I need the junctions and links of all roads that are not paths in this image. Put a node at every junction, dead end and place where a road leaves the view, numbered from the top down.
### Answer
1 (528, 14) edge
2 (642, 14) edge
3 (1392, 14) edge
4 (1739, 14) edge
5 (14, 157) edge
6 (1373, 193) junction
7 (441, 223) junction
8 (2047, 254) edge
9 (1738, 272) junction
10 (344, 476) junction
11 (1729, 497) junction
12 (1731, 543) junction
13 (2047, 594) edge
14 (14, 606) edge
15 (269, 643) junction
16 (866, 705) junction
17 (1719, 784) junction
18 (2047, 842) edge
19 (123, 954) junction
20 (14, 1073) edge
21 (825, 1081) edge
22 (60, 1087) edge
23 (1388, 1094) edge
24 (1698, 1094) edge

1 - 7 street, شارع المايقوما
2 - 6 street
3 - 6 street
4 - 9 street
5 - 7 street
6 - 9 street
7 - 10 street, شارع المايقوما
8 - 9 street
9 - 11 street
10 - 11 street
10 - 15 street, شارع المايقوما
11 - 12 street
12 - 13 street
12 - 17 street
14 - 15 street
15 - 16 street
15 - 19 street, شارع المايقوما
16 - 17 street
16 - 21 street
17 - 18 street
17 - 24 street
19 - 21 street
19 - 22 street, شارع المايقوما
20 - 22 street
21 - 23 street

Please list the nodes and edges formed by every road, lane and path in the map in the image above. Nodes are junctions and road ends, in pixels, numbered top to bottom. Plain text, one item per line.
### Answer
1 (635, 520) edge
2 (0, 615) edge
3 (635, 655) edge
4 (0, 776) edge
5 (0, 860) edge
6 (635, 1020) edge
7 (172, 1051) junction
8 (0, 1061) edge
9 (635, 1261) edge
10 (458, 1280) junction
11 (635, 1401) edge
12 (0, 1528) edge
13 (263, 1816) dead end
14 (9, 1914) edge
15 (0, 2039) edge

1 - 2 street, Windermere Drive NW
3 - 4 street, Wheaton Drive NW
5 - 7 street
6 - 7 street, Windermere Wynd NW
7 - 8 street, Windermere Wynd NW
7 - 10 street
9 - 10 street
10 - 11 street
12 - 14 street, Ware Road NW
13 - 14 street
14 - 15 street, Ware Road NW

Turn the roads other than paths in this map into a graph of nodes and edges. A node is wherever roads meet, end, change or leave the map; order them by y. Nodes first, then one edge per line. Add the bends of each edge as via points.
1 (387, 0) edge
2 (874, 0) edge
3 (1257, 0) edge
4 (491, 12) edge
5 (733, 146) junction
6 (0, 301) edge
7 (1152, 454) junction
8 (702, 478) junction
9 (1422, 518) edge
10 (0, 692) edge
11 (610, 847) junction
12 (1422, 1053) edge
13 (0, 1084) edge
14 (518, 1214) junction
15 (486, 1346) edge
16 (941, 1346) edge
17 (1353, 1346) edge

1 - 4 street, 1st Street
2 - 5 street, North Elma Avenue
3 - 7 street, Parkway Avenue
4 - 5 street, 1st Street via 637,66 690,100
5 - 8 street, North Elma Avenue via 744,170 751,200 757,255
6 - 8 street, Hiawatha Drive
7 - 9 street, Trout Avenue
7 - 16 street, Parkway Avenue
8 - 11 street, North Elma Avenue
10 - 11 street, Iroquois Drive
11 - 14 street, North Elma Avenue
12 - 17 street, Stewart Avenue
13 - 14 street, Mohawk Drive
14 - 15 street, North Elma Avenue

◇ ◇ ◇ ◇

WHAT THE EXERCISE ASKS:
For this exercise, copy each line from the listing above that has the word "numbered".

WRITTEN RESPONSE:
I need the junctions and links of all roads that are not paths in this image. Put a node at every junction, dead end and place where a road leaves the view, numbered from the top down.
Please list the nodes and edges formed by every road, lane and path in the map in the image above. Nodes are junctions and road ends, in pixels, numbered top to bottom. Plain text, one item per line.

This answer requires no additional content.